Book Read Free

B006NTJT4U EBOK

Page 50

by Jackson, Julian


  Rivière was a survivor, unencumbered by political baggage, ready to seize any opportunities to achieve his aims. This makes it difficult, in his relationship to Vichy, to draw the line between tactical accommodation and genuine commitment. In 1942 he wrote: ‘The new French State, and with it all Europe, senses the importance of hereditary values under threat and wants to incorporate the most precious substance of them into the new order which is emerging.’83 Rivet’s colleagues were shocked that books by Jews had apparently disappeared from the shelves of the ATP.84 But Rivière did not subscribe to Vichy’s archaic romanticism.
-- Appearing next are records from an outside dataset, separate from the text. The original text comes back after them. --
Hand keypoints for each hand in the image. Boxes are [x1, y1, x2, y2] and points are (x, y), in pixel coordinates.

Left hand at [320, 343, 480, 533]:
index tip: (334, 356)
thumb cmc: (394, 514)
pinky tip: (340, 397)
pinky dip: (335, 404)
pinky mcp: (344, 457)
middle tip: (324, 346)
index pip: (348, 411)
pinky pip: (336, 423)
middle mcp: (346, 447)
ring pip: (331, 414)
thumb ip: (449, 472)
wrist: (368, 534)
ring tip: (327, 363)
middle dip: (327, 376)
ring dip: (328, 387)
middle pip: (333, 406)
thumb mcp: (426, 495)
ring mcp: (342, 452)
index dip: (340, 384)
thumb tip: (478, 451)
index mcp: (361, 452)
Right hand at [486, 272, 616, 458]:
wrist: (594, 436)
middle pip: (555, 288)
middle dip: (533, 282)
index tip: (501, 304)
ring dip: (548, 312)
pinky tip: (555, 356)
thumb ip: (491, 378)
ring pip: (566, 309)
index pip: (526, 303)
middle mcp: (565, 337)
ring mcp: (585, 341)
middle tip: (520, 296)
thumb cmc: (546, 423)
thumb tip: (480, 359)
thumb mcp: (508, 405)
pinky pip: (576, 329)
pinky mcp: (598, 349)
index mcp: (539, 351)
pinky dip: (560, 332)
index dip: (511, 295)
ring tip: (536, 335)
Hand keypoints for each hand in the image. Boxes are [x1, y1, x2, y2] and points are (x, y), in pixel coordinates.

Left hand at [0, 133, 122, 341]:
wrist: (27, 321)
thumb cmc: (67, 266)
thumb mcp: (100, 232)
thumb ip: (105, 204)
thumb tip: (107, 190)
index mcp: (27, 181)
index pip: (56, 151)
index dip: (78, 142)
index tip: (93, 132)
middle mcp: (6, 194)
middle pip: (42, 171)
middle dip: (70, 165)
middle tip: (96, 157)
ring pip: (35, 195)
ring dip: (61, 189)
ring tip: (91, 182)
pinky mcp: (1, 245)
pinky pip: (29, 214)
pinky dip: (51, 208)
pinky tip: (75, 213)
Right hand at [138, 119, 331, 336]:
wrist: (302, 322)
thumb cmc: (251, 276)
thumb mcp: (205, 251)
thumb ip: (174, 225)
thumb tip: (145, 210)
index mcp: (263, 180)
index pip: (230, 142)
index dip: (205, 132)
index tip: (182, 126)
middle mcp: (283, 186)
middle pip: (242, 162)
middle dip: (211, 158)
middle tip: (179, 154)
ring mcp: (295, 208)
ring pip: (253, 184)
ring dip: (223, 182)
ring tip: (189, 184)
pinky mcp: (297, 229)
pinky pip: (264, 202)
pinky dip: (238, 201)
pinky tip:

He criticized the obsession with tradition which kept the peasant in poverty, talking of the need to adapt to the modern, and allow ‘a new beauty to come forth from the industrial revolution’.85

  Twentieth-Century Utopia: An Architect at Vichy

  Rivière’s ambiguities were to some extent those of the regime itself. Borotra, although revering Pétain, was quite ready to admit what his sports policy owed to the Popular Front. In October 1941, he held a big meeting to pay tribute to the memory and work of Léo Lagrange, the Popular Front minister in charge of leisure, who had been killed in the battle of France.86 But there is no more striking evidence of the ambiguities of Vichy than the brief Vichyite career of the architect Le Corbusier, who had also offered his services to the Popular Front. On the face of it nothing seems more improbable than the flirtation between the pope of architectural modernism and the France of folklore. But like that other social engineer, Alexis Carrel, Le Corbusier fully subscribed to Vichy’s ambition to ‘reconstruct mankind’. In Le Corbusier’s case, this role was to be fulfilled not by science but by architecture. This was a message he had been preaching for twenty years. Now the physical destruction that had occurred during the battle of France provided an opportunity to be seized.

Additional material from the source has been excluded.